Die selbstgewählte FLGBTQ
Die Wahl der FLGBT ohne cis-Männer ist nicht unbedeutend. Das Erbe der zweiten feministischen Bewegung besteht darin, einen Platz für Personen zu schaffen, die Erfahrungen der Unterdrückung teilen, um sich gemeinsam zu organisieren. Eine strategische Selbst-Organisation erlaubt es zum einen, sich frei äußern zu können, ohne dass dabei Menschen anwesend sind, die der dominierenden sozialen Gruppen angehören. Zum anderen wird dadurch den Teilnehmenden die Möglichkeit eröffnet, sich zu politisieren, was unter anderen Umständen vielleicht sonst nicht stattgefunden hätte. Die selbstgewählte FLGBTQ dieser Aktion definierte sich durch die Abwesenheit von cis-Männern.
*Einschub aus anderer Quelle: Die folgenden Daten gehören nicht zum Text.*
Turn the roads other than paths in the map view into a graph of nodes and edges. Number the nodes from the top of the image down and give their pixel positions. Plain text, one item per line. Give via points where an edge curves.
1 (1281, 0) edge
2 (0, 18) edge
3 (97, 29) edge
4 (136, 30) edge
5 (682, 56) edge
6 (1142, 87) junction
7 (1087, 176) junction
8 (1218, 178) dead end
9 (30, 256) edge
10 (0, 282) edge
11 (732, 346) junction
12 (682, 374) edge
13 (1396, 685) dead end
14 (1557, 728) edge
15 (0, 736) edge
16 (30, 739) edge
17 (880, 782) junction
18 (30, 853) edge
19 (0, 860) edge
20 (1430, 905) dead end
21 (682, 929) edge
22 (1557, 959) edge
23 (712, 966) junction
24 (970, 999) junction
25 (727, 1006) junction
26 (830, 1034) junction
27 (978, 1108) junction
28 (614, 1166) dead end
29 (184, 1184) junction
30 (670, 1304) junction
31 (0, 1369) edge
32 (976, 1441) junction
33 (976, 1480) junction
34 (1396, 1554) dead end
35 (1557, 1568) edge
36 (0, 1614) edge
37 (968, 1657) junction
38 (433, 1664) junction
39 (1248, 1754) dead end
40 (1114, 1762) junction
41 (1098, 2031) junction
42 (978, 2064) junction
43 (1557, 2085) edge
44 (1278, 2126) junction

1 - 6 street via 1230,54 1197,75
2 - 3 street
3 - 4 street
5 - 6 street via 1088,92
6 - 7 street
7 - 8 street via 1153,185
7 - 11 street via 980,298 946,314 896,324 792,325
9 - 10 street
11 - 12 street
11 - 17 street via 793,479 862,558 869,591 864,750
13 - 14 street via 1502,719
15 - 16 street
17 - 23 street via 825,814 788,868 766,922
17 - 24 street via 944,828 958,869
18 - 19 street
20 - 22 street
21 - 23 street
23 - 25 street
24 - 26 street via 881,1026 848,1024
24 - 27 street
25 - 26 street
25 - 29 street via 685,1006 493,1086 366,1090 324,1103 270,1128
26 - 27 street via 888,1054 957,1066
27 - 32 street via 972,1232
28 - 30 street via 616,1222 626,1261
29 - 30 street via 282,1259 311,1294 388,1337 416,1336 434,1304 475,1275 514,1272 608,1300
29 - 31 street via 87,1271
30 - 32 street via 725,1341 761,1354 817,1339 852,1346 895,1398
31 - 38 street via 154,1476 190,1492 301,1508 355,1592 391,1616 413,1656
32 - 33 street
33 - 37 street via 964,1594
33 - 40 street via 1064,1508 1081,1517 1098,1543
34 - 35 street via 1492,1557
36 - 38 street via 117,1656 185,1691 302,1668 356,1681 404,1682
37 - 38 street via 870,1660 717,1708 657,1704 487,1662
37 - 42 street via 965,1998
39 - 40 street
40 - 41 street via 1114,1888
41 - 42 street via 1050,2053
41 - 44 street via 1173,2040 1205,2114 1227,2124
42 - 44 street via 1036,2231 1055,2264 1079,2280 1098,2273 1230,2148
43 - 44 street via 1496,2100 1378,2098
Demnach waren Menschen willkommen, die sich als Transgender, gouines, cis-Frauen definieren sowie alle anderen, die sich außerhalb der normativen Kriterien der Binärität sehen.
Gute Atmosphäre
Bei dieser Versammlung konnten die Teilnehmer•innen Energie und Kraft schöpfen. Manche unter ihnen waren stolz an einer Aktion der Umweltbewegung teilzunehmen, die zu 100% von Feministen organisiert wurde, wodurch eine niedrigschwellige Logistik abgesichert sowie eine beruhigte und effiziente Wahl des Kampfes vorgesehen wurde, andere erlebten wiederrum Momente, in denen alle Gefühle der Furcht verschwanden und sie sich in einer willkommen heißenden und inklusiven Stimmung wiederfinden konnten.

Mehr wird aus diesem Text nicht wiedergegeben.